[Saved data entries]
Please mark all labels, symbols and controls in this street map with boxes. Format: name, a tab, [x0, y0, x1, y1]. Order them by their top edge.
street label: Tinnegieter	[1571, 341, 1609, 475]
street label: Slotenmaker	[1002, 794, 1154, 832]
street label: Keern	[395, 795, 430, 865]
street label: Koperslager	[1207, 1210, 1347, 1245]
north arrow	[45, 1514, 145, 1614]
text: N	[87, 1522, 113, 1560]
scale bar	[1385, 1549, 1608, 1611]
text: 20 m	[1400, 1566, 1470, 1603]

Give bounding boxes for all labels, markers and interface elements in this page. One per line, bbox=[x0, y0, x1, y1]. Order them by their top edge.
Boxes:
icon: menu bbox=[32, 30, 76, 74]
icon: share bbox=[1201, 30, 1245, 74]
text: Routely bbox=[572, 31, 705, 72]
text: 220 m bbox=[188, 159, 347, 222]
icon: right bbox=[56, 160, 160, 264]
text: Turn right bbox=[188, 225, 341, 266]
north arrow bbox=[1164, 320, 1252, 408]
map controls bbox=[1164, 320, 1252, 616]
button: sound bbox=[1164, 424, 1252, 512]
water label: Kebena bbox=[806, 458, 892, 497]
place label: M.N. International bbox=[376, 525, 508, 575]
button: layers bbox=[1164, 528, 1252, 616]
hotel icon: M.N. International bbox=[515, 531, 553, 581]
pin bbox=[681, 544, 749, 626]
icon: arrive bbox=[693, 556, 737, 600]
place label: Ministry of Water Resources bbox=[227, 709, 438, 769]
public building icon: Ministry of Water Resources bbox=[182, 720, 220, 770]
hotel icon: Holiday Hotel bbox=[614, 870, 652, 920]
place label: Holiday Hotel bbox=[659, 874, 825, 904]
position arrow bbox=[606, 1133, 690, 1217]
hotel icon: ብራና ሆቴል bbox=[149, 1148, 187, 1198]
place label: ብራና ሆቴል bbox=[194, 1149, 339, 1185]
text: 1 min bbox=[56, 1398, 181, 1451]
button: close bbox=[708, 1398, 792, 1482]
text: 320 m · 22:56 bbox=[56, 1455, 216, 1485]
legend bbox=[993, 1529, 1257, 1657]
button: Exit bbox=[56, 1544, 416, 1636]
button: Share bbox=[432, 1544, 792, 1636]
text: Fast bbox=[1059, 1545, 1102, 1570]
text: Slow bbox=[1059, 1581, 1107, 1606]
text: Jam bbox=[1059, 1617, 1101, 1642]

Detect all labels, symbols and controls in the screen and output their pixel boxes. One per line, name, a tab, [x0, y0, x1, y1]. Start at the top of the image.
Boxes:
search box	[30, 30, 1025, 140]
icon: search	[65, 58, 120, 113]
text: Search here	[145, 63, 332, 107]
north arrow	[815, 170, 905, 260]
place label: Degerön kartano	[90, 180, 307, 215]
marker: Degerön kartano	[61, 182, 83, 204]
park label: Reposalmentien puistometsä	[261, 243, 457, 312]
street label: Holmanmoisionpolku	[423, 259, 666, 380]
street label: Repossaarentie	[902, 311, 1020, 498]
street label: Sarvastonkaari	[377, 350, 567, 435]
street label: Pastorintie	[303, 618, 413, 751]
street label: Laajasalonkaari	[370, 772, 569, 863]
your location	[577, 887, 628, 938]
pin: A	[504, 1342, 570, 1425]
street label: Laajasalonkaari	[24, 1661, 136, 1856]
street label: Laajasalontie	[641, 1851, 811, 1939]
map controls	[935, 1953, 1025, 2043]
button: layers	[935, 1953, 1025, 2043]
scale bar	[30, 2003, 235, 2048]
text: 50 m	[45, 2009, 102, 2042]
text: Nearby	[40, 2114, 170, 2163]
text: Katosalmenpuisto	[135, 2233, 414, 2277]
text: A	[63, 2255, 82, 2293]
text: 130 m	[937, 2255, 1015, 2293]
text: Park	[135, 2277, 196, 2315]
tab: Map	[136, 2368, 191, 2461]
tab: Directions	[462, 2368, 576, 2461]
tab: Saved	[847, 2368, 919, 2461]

▶ REQUIRED ACTION: Once more, write out the records in full, exactly as they appear.

▶ ANSWER BELOW:
Please mark all labels, symbols and controls in this street map with boxes. Format: name, a tab, [x0, y0, x1, y1]. Order them by their top edge.
street label: Tinnegieter	[1571, 341, 1609, 475]
street label: Slotenmaker	[1002, 794, 1154, 832]
street label: Keern	[395, 795, 430, 865]
street label: Koperslager	[1207, 1210, 1347, 1245]
north arrow	[45, 1514, 145, 1614]
text: N	[87, 1522, 113, 1560]
scale bar	[1385, 1549, 1608, 1611]
text: 20 m	[1400, 1566, 1470, 1603]

Give bounding boxes for all labels, markers and interface elements in this page. One per line, bbox=[x0, y0, x1, y1]. Order them by their top edge.
Boxes:
icon: menu bbox=[32, 30, 76, 74]
icon: share bbox=[1201, 30, 1245, 74]
text: Routely bbox=[572, 31, 705, 72]
text: 220 m bbox=[188, 159, 347, 222]
icon: right bbox=[56, 160, 160, 264]
text: Turn right bbox=[188, 225, 341, 266]
north arrow bbox=[1164, 320, 1252, 408]
map controls bbox=[1164, 320, 1252, 616]
button: sound bbox=[1164, 424, 1252, 512]
water label: Kebena bbox=[806, 458, 892, 497]
place label: M.N. International bbox=[376, 525, 508, 575]
button: layers bbox=[1164, 528, 1252, 616]
hotel icon: M.N. International bbox=[515, 531, 553, 581]
pin bbox=[681, 544, 749, 626]
icon: arrive bbox=[693, 556, 737, 600]
place label: Ministry of Water Resources bbox=[227, 709, 438, 769]
public building icon: Ministry of Water Resources bbox=[182, 720, 220, 770]
hotel icon: Holiday Hotel bbox=[614, 870, 652, 920]
place label: Holiday Hotel bbox=[659, 874, 825, 904]
position arrow bbox=[606, 1133, 690, 1217]
hotel icon: ብራና ሆቴል bbox=[149, 1148, 187, 1198]
place label: ብራና ሆቴል bbox=[194, 1149, 339, 1185]
text: 1 min bbox=[56, 1398, 181, 1451]
button: close bbox=[708, 1398, 792, 1482]
text: 320 m · 22:56 bbox=[56, 1455, 216, 1485]
legend bbox=[993, 1529, 1257, 1657]
button: Exit bbox=[56, 1544, 416, 1636]
button: Share bbox=[432, 1544, 792, 1636]
text: Fast bbox=[1059, 1545, 1102, 1570]
text: Slow bbox=[1059, 1581, 1107, 1606]
text: Jam bbox=[1059, 1617, 1101, 1642]

Detect all labels, symbols and controls in the screen and output their pixel boxes. One per line, name, a tab, [x0, y0, x1, y1]. Start at the top of the image.
Boxes:
search box	[30, 30, 1025, 140]
icon: search	[65, 58, 120, 113]
text: Search here	[145, 63, 332, 107]
north arrow	[815, 170, 905, 260]
place label: Degerön kartano	[90, 180, 307, 215]
marker: Degerön kartano	[61, 182, 83, 204]
park label: Reposalmentien puistometsä	[261, 243, 457, 312]
street label: Holmanmoisionpolku	[423, 259, 666, 380]
street label: Repossaarentie	[902, 311, 1020, 498]
street label: Sarvastonkaari	[377, 350, 567, 435]
street label: Pastorintie	[303, 618, 413, 751]
street label: Laajasalonkaari	[370, 772, 569, 863]
your location	[577, 887, 628, 938]
pin: A	[504, 1342, 570, 1425]
street label: Laajasalonkaari	[24, 1661, 136, 1856]
street label: Laajasalontie	[641, 1851, 811, 1939]
map controls	[935, 1953, 1025, 2043]
button: layers	[935, 1953, 1025, 2043]
scale bar	[30, 2003, 235, 2048]
text: 50 m	[45, 2009, 102, 2042]
text: Nearby	[40, 2114, 170, 2163]
text: Katosalmenpuisto	[135, 2233, 414, 2277]
text: A	[63, 2255, 82, 2293]
text: 130 m	[937, 2255, 1015, 2293]
text: Park	[135, 2277, 196, 2315]
tab: Map	[136, 2368, 191, 2461]
tab: Directions	[462, 2368, 576, 2461]
tab: Saved	[847, 2368, 919, 2461]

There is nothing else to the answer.